WHAT IS EXPECTED
Scan the following material for the string "Kutcherry" and copy each line in which it appears.

####################

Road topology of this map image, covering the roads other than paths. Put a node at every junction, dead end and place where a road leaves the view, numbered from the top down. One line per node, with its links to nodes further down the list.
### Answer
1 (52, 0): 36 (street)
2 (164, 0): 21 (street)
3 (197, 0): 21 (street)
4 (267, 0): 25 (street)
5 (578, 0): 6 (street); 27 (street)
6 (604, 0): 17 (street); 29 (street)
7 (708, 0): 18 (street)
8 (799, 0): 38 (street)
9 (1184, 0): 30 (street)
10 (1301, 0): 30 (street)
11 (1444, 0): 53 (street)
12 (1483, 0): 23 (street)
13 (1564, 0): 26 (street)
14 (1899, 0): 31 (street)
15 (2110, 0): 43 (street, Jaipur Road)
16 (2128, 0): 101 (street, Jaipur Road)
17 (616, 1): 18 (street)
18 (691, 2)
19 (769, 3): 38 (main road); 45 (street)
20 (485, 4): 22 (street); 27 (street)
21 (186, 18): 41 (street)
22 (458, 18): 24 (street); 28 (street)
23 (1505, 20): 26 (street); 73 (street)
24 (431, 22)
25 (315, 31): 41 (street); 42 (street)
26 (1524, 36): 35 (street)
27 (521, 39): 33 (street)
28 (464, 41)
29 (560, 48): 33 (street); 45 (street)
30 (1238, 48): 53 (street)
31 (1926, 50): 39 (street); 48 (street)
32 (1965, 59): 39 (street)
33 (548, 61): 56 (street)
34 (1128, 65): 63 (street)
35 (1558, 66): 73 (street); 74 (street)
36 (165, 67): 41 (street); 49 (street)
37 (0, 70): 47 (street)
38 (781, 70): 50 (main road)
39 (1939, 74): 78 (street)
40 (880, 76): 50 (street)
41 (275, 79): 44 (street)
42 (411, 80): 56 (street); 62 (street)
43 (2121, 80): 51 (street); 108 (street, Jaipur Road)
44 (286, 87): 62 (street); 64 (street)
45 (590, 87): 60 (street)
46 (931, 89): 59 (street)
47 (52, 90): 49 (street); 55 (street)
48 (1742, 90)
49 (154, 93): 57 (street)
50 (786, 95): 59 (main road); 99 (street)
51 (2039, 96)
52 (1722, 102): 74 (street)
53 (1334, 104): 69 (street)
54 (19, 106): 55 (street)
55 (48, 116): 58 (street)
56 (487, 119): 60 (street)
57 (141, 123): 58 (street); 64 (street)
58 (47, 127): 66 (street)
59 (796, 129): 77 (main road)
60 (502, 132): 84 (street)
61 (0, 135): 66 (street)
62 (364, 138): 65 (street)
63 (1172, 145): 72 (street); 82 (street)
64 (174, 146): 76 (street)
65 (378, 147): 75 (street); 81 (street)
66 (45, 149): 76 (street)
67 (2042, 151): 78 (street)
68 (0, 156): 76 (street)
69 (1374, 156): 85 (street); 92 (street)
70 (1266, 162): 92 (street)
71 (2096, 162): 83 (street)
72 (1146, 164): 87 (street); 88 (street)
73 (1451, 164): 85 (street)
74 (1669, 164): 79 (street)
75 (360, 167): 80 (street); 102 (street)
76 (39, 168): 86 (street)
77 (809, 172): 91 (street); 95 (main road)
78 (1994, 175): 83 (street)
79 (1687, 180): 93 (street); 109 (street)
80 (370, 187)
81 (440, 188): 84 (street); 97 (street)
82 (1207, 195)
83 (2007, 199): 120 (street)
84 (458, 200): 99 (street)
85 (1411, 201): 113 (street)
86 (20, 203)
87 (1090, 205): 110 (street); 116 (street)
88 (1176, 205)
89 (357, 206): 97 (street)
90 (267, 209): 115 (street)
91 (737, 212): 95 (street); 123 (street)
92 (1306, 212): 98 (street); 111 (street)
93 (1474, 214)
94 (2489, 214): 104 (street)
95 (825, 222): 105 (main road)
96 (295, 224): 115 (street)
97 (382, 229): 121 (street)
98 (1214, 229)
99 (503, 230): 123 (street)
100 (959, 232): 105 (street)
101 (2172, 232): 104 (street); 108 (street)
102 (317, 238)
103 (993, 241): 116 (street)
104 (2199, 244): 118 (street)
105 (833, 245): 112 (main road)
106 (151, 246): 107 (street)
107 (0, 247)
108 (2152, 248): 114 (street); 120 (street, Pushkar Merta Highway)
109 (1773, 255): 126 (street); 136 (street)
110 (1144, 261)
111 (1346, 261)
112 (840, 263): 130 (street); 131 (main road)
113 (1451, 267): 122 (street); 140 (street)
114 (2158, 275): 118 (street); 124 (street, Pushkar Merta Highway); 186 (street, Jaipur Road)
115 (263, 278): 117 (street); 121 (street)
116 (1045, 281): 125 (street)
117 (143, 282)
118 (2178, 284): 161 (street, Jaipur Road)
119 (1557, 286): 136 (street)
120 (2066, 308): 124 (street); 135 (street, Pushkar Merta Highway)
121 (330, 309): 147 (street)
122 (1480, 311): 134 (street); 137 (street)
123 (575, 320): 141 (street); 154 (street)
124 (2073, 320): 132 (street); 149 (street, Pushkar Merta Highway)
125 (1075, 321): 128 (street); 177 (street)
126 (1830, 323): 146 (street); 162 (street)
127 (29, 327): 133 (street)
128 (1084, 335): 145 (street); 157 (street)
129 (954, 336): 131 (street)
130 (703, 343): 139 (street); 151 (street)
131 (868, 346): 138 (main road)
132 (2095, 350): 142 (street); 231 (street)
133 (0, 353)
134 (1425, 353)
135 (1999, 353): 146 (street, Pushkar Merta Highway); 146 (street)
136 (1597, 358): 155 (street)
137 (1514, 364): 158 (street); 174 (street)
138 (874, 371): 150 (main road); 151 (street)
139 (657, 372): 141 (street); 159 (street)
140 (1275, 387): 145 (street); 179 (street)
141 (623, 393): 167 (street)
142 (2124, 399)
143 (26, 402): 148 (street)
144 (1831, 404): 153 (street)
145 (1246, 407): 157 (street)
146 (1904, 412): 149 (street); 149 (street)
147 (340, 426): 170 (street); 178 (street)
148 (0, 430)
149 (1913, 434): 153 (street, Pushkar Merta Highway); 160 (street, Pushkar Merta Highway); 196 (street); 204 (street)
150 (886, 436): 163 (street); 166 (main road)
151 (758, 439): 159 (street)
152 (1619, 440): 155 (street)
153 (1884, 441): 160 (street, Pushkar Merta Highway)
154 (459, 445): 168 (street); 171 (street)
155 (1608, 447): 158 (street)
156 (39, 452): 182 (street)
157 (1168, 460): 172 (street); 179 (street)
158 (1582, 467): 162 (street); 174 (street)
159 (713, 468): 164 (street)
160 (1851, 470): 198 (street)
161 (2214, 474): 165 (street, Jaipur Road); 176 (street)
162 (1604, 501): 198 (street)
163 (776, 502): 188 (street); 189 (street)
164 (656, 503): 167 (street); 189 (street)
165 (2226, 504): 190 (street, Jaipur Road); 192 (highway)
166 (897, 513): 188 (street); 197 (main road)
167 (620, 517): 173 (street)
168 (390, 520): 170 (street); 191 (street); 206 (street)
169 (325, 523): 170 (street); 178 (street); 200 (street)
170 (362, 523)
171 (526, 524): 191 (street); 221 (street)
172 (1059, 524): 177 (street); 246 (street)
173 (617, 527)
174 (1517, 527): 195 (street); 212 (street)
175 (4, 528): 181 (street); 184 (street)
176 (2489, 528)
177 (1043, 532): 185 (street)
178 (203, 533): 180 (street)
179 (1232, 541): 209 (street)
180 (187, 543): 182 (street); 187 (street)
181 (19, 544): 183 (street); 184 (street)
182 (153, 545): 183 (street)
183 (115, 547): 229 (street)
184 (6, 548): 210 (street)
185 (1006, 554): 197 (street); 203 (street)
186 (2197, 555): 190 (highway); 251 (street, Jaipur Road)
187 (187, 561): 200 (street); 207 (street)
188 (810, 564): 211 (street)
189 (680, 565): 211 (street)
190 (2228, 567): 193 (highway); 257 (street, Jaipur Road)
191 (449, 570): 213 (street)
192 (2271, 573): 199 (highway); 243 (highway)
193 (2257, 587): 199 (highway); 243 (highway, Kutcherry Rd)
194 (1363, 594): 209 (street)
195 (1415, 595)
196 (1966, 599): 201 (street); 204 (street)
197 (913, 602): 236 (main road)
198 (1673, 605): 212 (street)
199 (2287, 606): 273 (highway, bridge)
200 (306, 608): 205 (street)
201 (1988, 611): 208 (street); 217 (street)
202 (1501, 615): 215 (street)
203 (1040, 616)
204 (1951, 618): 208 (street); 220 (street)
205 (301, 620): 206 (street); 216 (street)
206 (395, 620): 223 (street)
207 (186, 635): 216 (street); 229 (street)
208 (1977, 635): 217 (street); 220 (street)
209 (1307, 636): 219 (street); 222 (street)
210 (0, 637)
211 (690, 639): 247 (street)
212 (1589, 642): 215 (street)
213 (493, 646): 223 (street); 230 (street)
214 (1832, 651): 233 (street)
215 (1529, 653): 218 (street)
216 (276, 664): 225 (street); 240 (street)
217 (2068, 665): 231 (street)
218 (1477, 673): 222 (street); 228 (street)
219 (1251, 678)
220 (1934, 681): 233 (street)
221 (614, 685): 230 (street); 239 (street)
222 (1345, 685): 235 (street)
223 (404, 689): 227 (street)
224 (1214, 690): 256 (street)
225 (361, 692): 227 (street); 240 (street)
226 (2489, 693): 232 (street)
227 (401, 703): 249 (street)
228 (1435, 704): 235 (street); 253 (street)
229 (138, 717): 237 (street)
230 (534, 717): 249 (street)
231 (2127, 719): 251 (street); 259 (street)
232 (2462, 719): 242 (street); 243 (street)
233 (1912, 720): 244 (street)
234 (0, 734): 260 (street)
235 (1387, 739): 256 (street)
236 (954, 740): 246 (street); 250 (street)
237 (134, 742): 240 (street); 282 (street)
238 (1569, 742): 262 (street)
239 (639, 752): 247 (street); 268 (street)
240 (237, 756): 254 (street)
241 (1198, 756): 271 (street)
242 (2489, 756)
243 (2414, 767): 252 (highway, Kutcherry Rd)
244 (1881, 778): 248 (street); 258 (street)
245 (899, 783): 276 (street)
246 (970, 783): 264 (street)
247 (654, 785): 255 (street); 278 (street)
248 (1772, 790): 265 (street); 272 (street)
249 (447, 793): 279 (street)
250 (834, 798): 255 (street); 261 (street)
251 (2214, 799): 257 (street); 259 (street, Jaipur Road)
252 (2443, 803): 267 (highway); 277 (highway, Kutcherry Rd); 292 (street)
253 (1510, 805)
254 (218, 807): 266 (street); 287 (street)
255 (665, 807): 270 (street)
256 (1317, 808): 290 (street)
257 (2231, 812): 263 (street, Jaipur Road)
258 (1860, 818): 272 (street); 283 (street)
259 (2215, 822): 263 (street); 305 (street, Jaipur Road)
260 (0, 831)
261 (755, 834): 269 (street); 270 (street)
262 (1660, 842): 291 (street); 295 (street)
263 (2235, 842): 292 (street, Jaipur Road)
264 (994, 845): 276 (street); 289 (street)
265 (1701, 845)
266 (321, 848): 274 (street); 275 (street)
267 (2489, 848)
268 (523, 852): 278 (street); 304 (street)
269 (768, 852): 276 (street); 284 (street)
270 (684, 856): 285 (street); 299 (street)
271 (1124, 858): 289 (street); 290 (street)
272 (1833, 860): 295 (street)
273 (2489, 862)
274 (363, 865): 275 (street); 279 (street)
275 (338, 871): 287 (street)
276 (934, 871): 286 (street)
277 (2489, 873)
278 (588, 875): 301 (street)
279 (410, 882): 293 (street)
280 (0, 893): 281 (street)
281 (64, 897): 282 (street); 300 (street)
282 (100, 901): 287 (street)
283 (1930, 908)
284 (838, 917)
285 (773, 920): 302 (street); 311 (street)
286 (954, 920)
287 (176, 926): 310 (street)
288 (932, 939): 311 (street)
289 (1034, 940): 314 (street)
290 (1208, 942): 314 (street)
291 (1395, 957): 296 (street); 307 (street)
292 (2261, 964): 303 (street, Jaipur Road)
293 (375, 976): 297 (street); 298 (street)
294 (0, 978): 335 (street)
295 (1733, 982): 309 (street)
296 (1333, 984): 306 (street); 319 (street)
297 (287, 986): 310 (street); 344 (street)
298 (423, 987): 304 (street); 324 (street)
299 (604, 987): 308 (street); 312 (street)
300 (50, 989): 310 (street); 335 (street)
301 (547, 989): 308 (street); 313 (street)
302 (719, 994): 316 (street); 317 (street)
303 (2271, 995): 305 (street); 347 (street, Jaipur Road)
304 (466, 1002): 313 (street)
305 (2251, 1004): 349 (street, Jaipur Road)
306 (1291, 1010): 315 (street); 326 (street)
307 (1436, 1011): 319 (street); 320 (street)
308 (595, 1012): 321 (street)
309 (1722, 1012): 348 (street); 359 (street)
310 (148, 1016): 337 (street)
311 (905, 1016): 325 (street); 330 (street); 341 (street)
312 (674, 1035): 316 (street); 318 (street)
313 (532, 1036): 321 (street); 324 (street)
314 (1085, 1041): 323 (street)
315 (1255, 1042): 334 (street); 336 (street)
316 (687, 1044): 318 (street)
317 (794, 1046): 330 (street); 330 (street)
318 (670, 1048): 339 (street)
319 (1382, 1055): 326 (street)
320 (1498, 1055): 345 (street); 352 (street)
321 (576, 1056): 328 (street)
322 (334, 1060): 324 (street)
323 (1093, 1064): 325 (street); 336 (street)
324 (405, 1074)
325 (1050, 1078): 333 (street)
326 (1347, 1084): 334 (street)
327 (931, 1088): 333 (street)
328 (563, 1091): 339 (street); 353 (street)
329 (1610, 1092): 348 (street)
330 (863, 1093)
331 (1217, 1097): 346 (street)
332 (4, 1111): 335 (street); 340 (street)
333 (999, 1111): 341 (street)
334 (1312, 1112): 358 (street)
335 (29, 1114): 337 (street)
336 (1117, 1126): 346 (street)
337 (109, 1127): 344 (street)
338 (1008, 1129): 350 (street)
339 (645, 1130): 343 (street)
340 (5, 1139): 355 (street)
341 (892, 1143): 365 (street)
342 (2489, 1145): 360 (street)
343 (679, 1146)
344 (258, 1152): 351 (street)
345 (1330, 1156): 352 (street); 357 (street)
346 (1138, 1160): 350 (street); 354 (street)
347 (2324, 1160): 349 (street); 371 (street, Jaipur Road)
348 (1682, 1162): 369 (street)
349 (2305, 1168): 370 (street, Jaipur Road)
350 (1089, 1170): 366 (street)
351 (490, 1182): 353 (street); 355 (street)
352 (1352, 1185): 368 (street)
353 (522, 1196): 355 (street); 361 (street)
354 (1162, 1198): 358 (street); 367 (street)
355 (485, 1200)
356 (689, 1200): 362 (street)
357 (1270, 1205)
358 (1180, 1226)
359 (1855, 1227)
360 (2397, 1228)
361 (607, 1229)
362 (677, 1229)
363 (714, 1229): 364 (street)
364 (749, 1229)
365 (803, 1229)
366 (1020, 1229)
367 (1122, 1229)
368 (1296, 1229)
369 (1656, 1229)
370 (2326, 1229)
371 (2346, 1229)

####################

RESPONSE TO THE TASK
193 (2257, 587): 199 (highway); 243 (highway, Kutcherry Rd)
243 (2414, 767): 252 (highway, Kutcherry Rd)
252 (2443, 803): 267 (highway); 277 (highway, Kutcherry Rd); 292 (street)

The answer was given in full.